Kevin Jordan launches ActimateAI for ADHD

- Kevin Jordan’s ActimateAI has launched Actimate, an ADHD-focused planner app for iPhone and Android built around tasks, habits, goals, calendars, and AI check-ins. - The app’s core pitch is “Pia,” an AI accountability partner that knows a user’s goals, habits, and calendar, then follows up proactively. - Actimate joins a crowded ADHD-productivity market by bundling planning, habit tracking, calendar sync, and accountability in one app. (actimate.io)
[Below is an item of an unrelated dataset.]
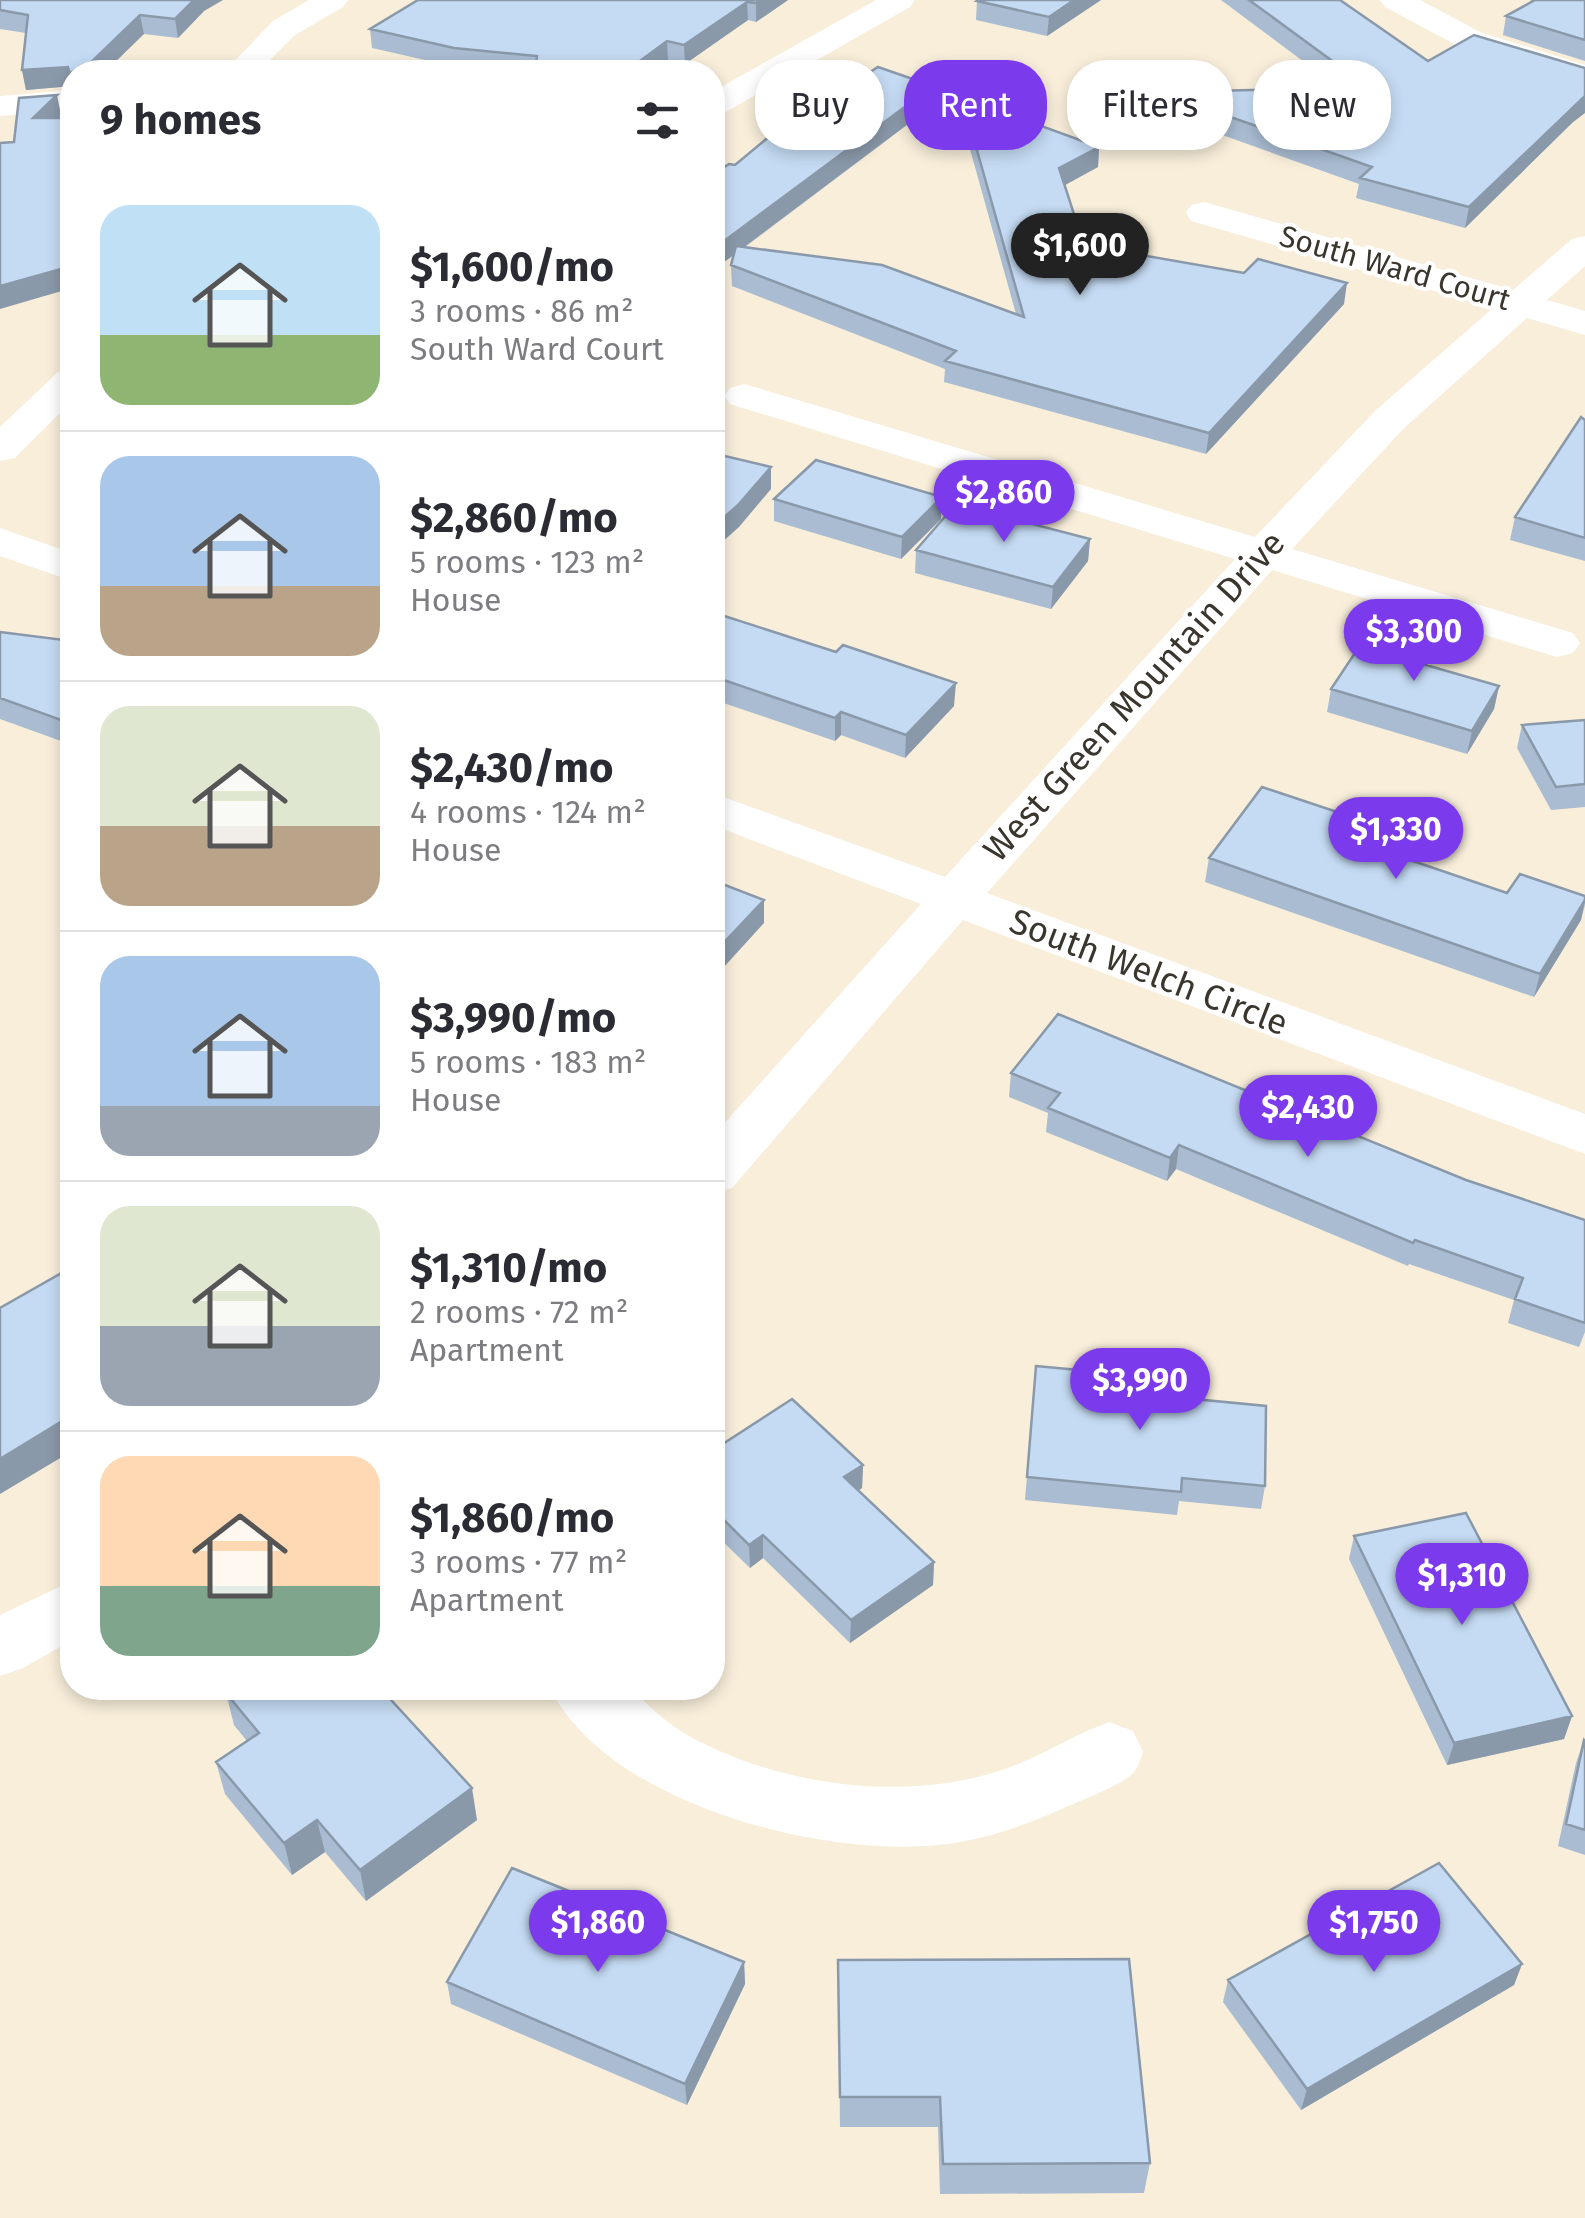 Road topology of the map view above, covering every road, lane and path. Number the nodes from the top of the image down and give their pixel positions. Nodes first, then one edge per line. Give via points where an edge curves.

Kevin Jordan’s ActimateAI has launched Actimate, an ADHD-focused planner app for iPhone and Android built around AI accountability rather than a standard to-do list. (actimate.io) (apps.apple.com) Actimate’s website says Jordan built the app to address his own ADHD while “juggling ambitious goals, building companies, and raising a young family.” The company presents the product as one system for goals, habits, tasks, and calendars. (actimate.io) The app store listings describe three modes: Full Mode, External Brain, and Minimal Mode. They also name an AI assistant called Pia, which the company says knows a user’s goals, habits, and calendar and checks in proactively. (apps.apple.com) (play.google.com) Actimate’s feature set is built around common ADHD friction points that productivity apps often try to address: task paralysis, time blindness, and inconsistency. Its listings say the app uses a “Next Actions” view, quick capture, AI task breakdown, visual streaks, and calendar time blocking. (apps.apple.com) (actimate.io) The company also includes a Pomodoro timer, Google Calendar and Apple Calendar sync, and a feature for accountability partners who can view progress and send nudges. On Google Play, Actimate is listed as a free download with in-app purchases and more than 100 downloads. (play.google.com) Jordan has been publicly describing Actimate as an ADHD productivity product for months. His GitHub profile says he is a principal machine learning engineer and that he started building Actimate to tackle his own problems with ADHD. (github.com) That makes the launch less a sudden debut than a broader push to package several existing productivity ideas into one neurodivergent-focused app. The company’s site says the product is built on proactive accountability, the Getting Things Done method, and habit formation. (actimate.io) The pitch is straightforward: fewer disconnected tools, more follow-up. Whether that is enough to break through will depend on whether users stick with Pia and the app’s structured routines longer than they do with the usual planner cycle. (actimate.io)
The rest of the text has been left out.